HOW TO COMPLETE THIS TASK – Beneath this task are records; count the lines among them that contain the word "Avenida" and answer with the number only.

DATA SUPPLIED –
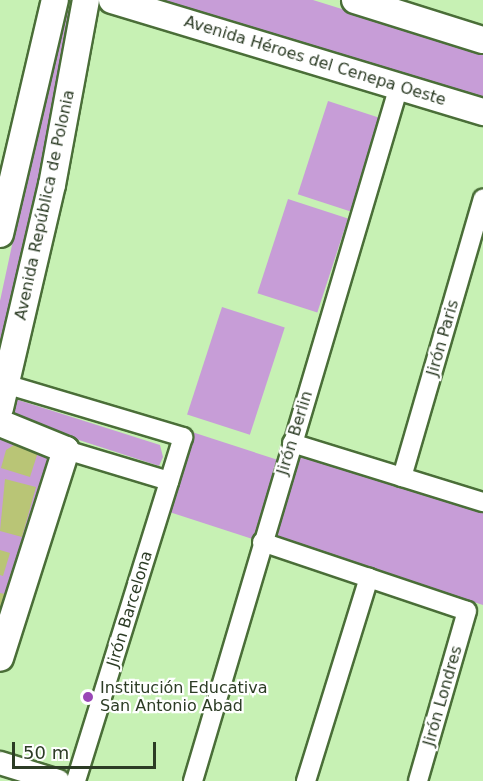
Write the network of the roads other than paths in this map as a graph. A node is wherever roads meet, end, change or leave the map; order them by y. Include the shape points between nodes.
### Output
1 (55, 0) edge
2 (86, 0) edge
3 (112, 0) edge
4 (355, 0) edge
5 (483, 40) edge
6 (399, 86) junction
7 (483, 112) edge
8 (483, 200) edge
9 (0, 234) edge
10 (5, 384) junction
11 (0, 408) edge
12 (0, 423) edge
13 (292, 443) junction
14 (66, 450) junction
15 (402, 477) junction
16 (169, 481) junction
17 (483, 502) edge
18 (262, 542) junction
19 (369, 578) junction
20 (0, 658) edge
21 (0, 763) edge
22 (58, 781) edge
23 (76, 781) edge
24 (194, 781) edge
25 (306, 781) edge
26 (418, 781) edge

1 - 9 main road
2 - 10 main road, Avenida República de Polonia via 52,185
3 - 6 main road, Avenida Héroes del Cenepa Oeste
4 - 5 main road
6 - 7 main road, Avenida Héroes del Cenepa Oeste
6 - 13 street, Jirón Berlin
8 - 15 street, Jirón Paris
10 - 11 main road, Avenida República de Polonia
10 - 16 street, Jirón Barcelona via 183,437
12 - 14 main road
13 - 15 street
13 - 18 street, Jirón Berlin
14 - 16 street
14 - 20 main road
15 - 17 street
16 - 23 street, Jirón Barcelona
18 - 19 street
18 - 24 street, Jirón Berlin
19 - 25 street
19 - 26 street, Jirón Londres via 467,611
21 - 22 street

OUTPUT OF THE TASK – 4